Shortly before 9 a.m. this Friday, Israeli Prime Minister Shimon Peres will leave his office in Jerusalem for the short drive to the presidential residence. There, assuming that everything goes according to plan, the Labor Party leader will hand in his resignation to President Chaim Herzog, thus setting in motion a transfer of power that many Israelis had once doubted would ever take place. Under the terms of a power-sharing arrangement that Labor and the right-wing Likud bloc had forged two years ago, when they formed the present national unity government, Peres will exchange jobs with Foreign Minister Yitzhak Shamir, head of the Likud. Shamir thus takes over as Prime Minister for the last two years of the current parliamentary term.

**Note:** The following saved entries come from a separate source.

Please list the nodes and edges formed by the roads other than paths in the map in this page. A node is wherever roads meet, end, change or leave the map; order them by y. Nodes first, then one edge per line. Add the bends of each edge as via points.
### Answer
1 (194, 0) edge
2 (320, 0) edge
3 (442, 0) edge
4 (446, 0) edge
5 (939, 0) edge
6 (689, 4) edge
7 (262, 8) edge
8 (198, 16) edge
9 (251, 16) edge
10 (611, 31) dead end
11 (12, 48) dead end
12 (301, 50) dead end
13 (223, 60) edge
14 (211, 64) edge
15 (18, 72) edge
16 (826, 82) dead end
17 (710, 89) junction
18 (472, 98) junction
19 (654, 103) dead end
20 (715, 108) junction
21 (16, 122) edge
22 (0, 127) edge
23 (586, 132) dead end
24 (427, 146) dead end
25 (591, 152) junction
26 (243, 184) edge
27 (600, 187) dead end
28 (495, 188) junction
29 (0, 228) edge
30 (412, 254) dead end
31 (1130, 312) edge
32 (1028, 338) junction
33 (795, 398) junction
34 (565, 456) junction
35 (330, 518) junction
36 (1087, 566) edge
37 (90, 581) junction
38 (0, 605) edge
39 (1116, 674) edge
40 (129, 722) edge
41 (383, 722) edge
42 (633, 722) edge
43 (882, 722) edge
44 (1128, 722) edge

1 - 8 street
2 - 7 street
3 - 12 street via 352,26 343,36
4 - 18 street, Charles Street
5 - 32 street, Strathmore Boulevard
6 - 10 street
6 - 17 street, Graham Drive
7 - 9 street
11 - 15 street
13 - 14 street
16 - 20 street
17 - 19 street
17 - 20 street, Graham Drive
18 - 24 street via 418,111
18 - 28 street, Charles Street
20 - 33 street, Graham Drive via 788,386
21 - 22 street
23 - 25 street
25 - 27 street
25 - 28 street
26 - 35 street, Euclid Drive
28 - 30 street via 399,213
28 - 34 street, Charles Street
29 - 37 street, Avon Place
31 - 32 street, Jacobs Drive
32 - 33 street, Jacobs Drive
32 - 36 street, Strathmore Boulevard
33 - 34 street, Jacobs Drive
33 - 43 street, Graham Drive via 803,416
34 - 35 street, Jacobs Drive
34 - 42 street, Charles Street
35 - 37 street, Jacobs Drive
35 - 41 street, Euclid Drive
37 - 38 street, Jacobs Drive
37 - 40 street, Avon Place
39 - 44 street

The rotation agreement was cobbled together after the 1984 elections ended in a stalemate. Neither Labor, with 44 seats in the newly elected 120-member Knesset, nor the Likud, with 41, was able to form a viable government. So the two traditional rivals formed an uneasy political alliance, with Peres taking the first turn at running the country.
From the beginning, Peres set himself four primary goals. To a country divided over the 1982 invasion and subsequent occupation of Lebanon, Peres promised an early troop withdrawal. He also pledged to restore Israel's ailing economy to health and to bring down its staggering triple-digit inflation rate. He committed himself to warming up what he called the "cold peace" with Egypt, the only Arab country that has signed a peace treaty with Israel. And he said he would seek ways of ending the nearly 40-year-old conflict between Israelis and Arabs.

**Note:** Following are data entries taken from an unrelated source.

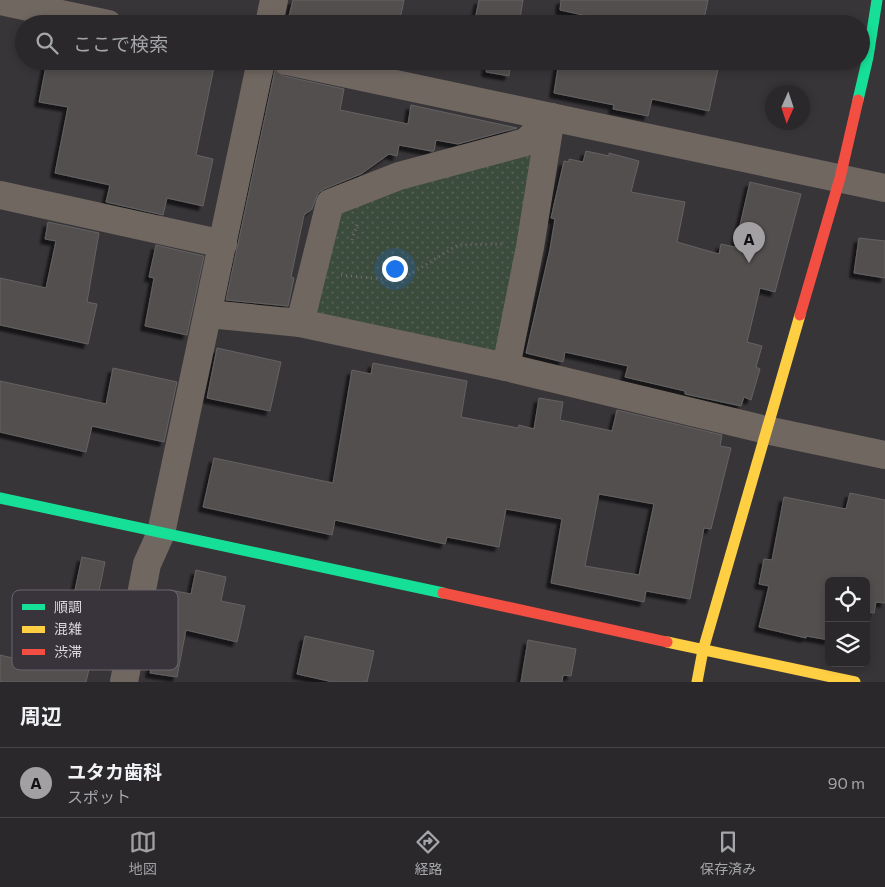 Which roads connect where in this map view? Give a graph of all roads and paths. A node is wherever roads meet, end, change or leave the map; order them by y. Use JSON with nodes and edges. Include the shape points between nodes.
{"nodes":[{"id":1,"x":274,"y":0,"type":"edge"},
{"id":2,"x":877,"y":0,"type":"edge"},
{"id":3,"x":0,"y":1,"type":"edge"},
{"id":4,"x":66,"y":15,"type":"edge"},
{"id":5,"x":271,"y":15,"type":"edge"},
{"id":6,"x":870,"y":44,"type":"edge"},
{"id":7,"x":259,"y":70,"type":"edge"},
{"id":8,"x":329,"y":70,"type":"edge"},
{"id":9,"x":865,"y":70,"type":"edge"},
{"id":10,"x":551,"y":117,"type":"junction"},
{"id":11,"x":840,"y":178,"type":"junction"},
{"id":12,"x":885,"y":188,"type":"edge"},
{"id":13,"x":0,"y":195,"type":"edge"},
{"id":14,"x":359,"y":221,"type":"dead end"},
{"id":15,"x":223,"y":244,"type":"junction"},
{"id":16,"x":509,"y":244,"type":"dead end"},
{"id":17,"x":348,"y":248,"type":"dead end"},
{"id":18,"x":342,"y":266,"type":"dead end"},
{"id":19,"x":209,"y":314,"type":"junction"},
{"id":20,"x":300,"y":323,"type":"junction"},
{"id":21,"x":506,"y":367,"type":"junction"},
{"id":22,"x":766,"y":430,"type":"junction"},
{"id":23,"x":885,"y":455,"type":"edge"},
{"id":24,"x":0,"y":498,"type":"edge"},
{"id":25,"x":161,"y":533,"type":"junction"},
{"id":26,"x":142,"y":590,"type":"edge"},
{"id":27,"x":703,"y":650,"type":"junction"},
{"id":28,"x":697,"y":682,"type":"edge"},
{"id":29,"x":855,"y":682,"type":"edge"}],
"edges":[{"from":1,"to":5,"type":"street"},
{"from":2,"to":6,"type":"street"},
{"from":3,"to":4,"type":"street"},
{"from":7,"to":15,"type":"street"},
{"from":8,"to":10,"type":"street"},
{"from":9,"to":11,"type":"street"},
{"from":10,"to":11,"type":"street"},
{"from":10,"to":20,"type":"street","via":[[526,142],[399,176],[330,203]]},
{"from":10,"to":21,"type":"street"},
{"from":11,"to":12,"type":"street"},
{"from":11,"to":22,"type":"street"},
{"from":13,"to":15,"type":"street"},
{"from":14,"to":17,"type":"path"},
{"from":15,"to":19,"type":"street"},
{"from":16,"to":18,"type":"path","via":[[458,245],[399,281],[338,275]]},
{"from":19,"to":20,"type":"street"},
{"from":19,"to":25,"type":"street"},
{"from":20,"to":21,"type":"street"},
{"from":21,"to":22,"type":"street"},
{"from":22,"to":23,"type":"street"},
{"from":22,"to":27,"type":"street"},
{"from":24,"to":25,"type":"street"},
{"from":25,"to":26,"type":"street","via":[[147,564]]},
{"from":25,"to":27,"type":"street"},
{"from":27,"to":28,"type":"street"},
{"from":27,"to":29,"type":"street"}]}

All in all, Peres kept to his agenda, scoring some notable successes. He pulled Israeli troops out of Lebanon, except for the narrow "security zone" along Israel's northern border. He managed to lower inflation, from a high of 800% to around 25%. Scarcely a month before the end of his term, he reached an agreement with Egypt to submit the festering Taba dispute, concerning ownership of a 750-yard stretch of Red Sea beachfront, to international arbitration. This led to a restoration of full diplomatic relations with Egypt, which withdrew its ambassador from Tel Aviv in 1982, following Israel's invasion of Lebanon and the subsequent massacre of some 800 Palestinian civilians by Phalangist militiamen in an Israeli-controlled section of Beirut. In an effort to loosen the Middle East deadlock, Peres went to Morocco to confer with King Hassan II, then to Egypt to talk with President Hosni Mubarak. But his term ended before he could achieve any solid breakthrough toward peace.

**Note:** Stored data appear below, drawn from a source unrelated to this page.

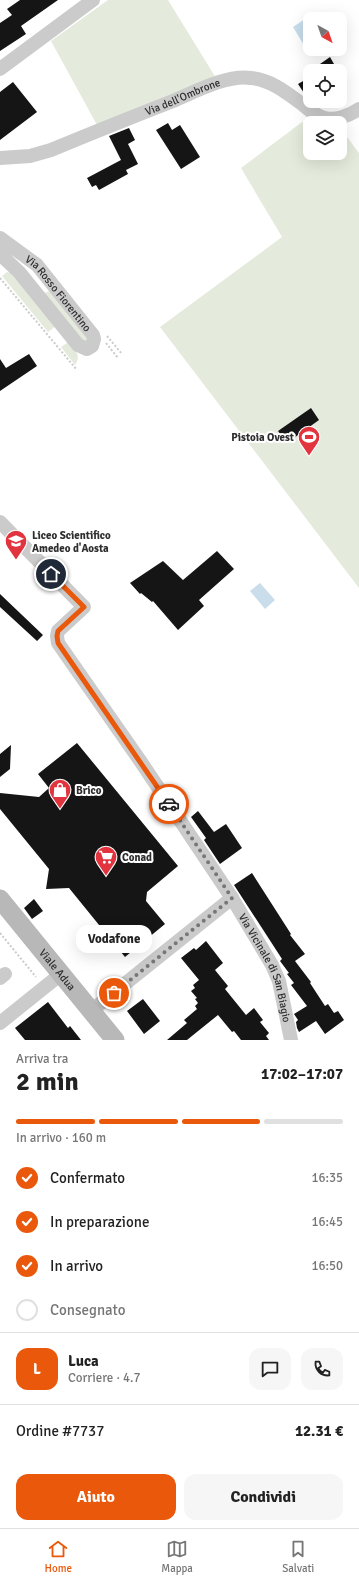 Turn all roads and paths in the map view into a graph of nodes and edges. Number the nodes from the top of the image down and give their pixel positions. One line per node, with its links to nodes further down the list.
1 (93, 0): 2 (street)
2 (0, 69)
3 (359, 109): 4 (street, Via dell'Ombrone)
4 (0, 158)
5 (0, 238): 8 (street, Via Rosso Fiorentino)
6 (0, 254): 9 (street, Via Rosso Fiorentino)
7 (0, 278): 10 (path)
8 (51, 282): 9 (street); 9 (street, Via Rosso Fiorentino)
9 (36, 294)
10 (77, 370)
11 (0, 522): 12 (street, Via Vicinale di San Biagio)
12 (232, 898): 17 (street, Via Vicinale di San Biagio); 20 (street, Via Vicinale di San Biagio)
13 (0, 899): 15 (main road, Viale Adua)
14 (0, 933): 16 (path)
15 (61, 974): 16 (street); 17 (main road, Viale Adua)
16 (45, 988): 18 (street)
17 (91, 1011): 19 (main road, Viale Adua)
18 (0, 1023)
19 (115, 1040)
20 (291, 1040)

In the process, the Prime Minister's political reputation underwent a remarkable transformation. In 1984 his own party regarded him as an obstacle to an electoral victory. Yet a recent poll in the daily Ma'ariv gave Peres a 76% popularity rating. Says a Western diplomat in Tel Aviv: "Two years ago, he was thought of as too clever by half -- devious and even untrustworthy. This was the price for too many shifts in party allegiance and changes in loyalty in his long political career. Today, he's Israel's leading statesman."